Aujourd’hui, dans les pays développés, nous avons atteint un certain niveau de confort, ce qui ne nous empêche pas de nous retrouver face à notre propre fragilité de temps en temps, un peu comme si mère nature nous rappelait que nous ne sommes pas aussi en contrôle que nous aimons le croire.

Coureurs

Les coureurs et coureuses, peu importe leur niveau, leur expérience, leur situation géographique, économique, sociale etc. sont ou deviennent rapidement des experts en matière d’adaptabilité. Sinon, ils abandonnent et deviennent autre chose.

La principale raison étant que la course est une discipline imprévisible, mais aussi, je pense, qu’on a ce besoin de se tester, de se mettre dans des situations difficiles.

Vous me direz que c’est la vie qui est imprévisible, mais je pense qu’il y a quand même des sentiers plus battus et des chemins mieux balisés, plus sûrs que la course.

Je me rappelle voir vu le message suivant sur un chandail de course : mon sport est la punition de ton sport.

1997-2020

Pour ma part, je suis devenu coureur et professeur, il y a bientôt vingt-trois ans, à quelques mois d’intervalle.

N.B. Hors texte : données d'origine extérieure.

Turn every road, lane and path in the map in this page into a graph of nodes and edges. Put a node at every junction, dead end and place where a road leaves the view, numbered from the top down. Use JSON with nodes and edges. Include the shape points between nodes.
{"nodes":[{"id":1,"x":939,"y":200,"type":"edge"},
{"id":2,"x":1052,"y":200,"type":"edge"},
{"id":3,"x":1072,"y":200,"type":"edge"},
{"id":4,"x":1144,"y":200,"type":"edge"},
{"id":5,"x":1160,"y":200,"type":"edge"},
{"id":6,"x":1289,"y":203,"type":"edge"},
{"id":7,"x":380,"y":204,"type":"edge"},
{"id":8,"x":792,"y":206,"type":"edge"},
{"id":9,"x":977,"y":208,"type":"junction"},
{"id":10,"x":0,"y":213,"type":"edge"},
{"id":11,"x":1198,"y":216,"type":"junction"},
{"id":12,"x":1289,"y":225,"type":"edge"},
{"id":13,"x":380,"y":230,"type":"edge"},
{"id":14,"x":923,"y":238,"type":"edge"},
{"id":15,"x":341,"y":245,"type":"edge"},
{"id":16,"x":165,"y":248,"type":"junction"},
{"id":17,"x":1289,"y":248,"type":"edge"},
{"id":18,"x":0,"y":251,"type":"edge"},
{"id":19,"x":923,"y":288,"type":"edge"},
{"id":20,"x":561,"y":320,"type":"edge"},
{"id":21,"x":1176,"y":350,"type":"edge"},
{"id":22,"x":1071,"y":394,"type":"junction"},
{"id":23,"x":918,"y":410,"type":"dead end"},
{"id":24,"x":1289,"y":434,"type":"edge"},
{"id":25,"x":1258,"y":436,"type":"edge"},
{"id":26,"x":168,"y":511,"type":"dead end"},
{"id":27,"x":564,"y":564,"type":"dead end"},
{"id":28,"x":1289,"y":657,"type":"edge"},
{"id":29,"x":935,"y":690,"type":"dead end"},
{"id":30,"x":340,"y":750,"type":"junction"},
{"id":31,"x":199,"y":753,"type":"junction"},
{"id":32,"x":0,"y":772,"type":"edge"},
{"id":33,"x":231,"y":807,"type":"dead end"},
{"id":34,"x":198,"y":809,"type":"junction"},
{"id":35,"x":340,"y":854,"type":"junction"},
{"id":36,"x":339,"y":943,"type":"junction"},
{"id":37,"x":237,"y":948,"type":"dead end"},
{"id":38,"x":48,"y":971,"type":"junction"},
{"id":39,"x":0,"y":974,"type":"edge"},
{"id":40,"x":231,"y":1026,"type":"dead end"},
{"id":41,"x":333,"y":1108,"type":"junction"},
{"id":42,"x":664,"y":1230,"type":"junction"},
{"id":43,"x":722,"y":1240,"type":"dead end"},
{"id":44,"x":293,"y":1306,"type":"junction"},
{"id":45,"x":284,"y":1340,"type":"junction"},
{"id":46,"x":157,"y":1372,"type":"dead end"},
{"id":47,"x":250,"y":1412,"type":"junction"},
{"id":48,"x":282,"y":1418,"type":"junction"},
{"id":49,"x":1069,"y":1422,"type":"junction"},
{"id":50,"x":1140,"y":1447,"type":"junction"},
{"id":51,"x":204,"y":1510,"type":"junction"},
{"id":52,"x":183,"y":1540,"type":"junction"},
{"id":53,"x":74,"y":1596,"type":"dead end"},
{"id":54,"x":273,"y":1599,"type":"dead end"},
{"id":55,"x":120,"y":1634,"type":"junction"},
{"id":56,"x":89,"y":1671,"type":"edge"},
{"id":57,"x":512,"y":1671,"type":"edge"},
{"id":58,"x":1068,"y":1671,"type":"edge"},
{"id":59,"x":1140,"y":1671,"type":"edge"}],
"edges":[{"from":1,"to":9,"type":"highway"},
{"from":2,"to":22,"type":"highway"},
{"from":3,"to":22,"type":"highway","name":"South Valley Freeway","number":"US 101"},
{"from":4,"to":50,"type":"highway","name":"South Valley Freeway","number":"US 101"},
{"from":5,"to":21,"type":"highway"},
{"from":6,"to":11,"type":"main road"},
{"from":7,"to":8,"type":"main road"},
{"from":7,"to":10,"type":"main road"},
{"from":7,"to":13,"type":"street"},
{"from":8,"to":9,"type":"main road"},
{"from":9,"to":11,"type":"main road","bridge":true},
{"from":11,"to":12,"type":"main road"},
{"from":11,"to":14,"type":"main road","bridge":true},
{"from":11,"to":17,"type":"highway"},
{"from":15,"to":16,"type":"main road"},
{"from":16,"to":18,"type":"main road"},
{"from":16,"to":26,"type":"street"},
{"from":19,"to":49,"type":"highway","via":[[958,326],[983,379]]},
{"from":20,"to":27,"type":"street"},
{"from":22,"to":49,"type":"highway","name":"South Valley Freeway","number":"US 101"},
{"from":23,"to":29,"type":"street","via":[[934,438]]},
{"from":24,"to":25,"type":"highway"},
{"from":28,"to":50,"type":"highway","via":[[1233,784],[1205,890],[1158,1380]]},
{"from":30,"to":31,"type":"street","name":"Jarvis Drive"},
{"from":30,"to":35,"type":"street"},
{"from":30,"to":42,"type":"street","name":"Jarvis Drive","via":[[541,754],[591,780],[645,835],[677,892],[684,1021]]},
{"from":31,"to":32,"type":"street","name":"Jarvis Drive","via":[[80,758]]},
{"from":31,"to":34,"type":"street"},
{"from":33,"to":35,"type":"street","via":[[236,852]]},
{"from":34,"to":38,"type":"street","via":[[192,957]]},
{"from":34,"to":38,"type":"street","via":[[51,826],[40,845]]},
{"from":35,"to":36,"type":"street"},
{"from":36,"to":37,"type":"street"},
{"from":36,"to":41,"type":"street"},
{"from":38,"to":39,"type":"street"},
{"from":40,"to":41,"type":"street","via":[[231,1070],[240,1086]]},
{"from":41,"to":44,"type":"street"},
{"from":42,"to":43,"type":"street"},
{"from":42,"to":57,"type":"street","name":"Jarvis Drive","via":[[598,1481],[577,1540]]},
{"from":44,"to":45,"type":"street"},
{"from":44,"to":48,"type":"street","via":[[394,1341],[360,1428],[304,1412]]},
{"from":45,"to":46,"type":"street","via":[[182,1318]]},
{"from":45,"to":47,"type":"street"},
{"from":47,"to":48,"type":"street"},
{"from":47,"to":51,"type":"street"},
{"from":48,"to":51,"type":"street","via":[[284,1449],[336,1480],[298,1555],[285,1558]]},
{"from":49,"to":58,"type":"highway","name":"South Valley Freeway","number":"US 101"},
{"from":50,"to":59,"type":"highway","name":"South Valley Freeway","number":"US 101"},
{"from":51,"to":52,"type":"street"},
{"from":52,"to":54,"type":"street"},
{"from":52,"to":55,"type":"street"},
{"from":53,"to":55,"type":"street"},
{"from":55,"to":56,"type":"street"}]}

Sur le pavé ou devant le tableau, j’ai rapidement trouvé des façons de continuer à faire ce que j’aimais, peu importe le lieu, la clientèle et les circonstances, à cause du bien que ça me faisait et que ça faisait autour de moi (même s’il fallait passer par des choses moins drôles et confortables pour y arriver) et, dans certains cas, parce que je ne savais pas trop qu’est-ce que je pourrais bien faire d’autre pour y arriver.

Pas de problème

Il pleut? Il neige? Il vente? Il y a une montagne dans notre chemin? La course est annulée? Il faut courir sur un tapis comme un hamster dans sa roue? Il faut courir avec un masque et des gants? Il faut faire un détour de dix pieds à chaque fois qu’on croise une autre personne? On pense à sa santé et à la fragilité de sa vie à chaque fois qu’on sort?

Pas de problème!

Les élèves sont malades? Il faut répéter un million de fois? On n’a pas de matériel? La table manque une patte? Pas de tableau? La porte de la classe est barrée? L’ordinateur est en panne? Pas de papier? Pas de crayons? Pratique d’évacuation pour un incendie? Pratique d’isolation pour une tornade ou pour un « étranger » sur le campus? On doit enseigner dans sa cuisine à cause d’une pandémie?

Pas de problème!

Coureur, enseignant ou les deux, je ne pense pas que nous soyons indifférents ou inaffectés par tout ça et par de pires catastrophes (imaginez courir et/ou donner des cours dans un pays sous-développé et /ou en guerre?).

Mais quand on se trouve constamment dans des situations difficiles de son plein gré ou parce que c’est ça la job ou le sport, il y a bien des choses qui sont moins susceptibles de nous ébranler par la suite. Surtout des choses qu’on ne contrôle pas.

Et, si on est honnête, il n’y a pas grand-chose en ce monde que nous contrôlons vraiment.

Bien sûr, il y a plus difficile et plus honorable que de faire le tour de la piste d’athlétisme ou du pâté de maison cent-vingt-deux fois et que de simplement transmettre, du mieux qu’on peut, un brin de savoir à des élèves plus ou moins réceptifs.

Aussi difficile que ça puisse être, on ne risque pas nécessairement sa vie en courant ou en enseignant. Même s’il y en a qui y passent, même dans notre beau confort nord-américain.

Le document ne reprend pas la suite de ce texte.